(Beginning of Data supplied)

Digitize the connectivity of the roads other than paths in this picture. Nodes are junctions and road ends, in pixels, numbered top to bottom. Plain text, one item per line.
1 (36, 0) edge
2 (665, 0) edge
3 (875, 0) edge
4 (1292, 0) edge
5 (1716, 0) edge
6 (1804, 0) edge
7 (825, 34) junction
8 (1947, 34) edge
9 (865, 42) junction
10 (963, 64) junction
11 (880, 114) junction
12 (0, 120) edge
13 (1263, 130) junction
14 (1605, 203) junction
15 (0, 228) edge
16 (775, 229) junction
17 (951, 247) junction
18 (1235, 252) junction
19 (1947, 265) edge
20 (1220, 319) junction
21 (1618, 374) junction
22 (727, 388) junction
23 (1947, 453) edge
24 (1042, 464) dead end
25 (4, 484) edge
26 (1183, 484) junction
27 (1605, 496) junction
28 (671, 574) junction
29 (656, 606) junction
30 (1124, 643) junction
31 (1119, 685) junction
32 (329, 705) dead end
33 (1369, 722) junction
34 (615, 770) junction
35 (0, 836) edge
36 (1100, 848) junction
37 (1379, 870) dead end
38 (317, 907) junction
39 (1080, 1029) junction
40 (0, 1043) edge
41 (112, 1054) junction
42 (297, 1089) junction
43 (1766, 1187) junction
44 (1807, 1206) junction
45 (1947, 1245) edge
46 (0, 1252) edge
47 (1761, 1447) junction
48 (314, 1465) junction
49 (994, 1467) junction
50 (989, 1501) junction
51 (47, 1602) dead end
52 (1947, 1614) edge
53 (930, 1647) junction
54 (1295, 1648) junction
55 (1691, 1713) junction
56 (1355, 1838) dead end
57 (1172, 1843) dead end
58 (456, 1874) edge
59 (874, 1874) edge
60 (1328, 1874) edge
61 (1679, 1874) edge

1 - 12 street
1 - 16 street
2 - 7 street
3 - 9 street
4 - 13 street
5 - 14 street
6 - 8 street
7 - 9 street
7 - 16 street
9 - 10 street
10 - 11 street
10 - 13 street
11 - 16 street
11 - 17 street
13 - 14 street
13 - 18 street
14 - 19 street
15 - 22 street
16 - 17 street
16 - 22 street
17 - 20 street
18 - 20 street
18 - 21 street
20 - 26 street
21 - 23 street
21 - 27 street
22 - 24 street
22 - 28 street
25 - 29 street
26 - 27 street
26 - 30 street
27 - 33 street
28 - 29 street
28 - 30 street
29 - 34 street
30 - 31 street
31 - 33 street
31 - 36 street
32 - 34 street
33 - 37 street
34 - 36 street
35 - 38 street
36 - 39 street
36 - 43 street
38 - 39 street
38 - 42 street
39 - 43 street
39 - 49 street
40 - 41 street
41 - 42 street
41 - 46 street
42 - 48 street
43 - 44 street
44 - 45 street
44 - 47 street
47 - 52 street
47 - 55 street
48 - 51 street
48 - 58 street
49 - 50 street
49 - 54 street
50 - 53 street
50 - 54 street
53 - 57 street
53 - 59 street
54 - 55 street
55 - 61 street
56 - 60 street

(End of Data supplied)

What you will do: If a line in the records above includes the string "dead", copy it.

Reply to the exercise:
24 (1042, 464) dead end
32 (329, 705) dead end
37 (1379, 870) dead end
51 (47, 1602) dead end
56 (1355, 1838) dead end
57 (1172, 1843) dead end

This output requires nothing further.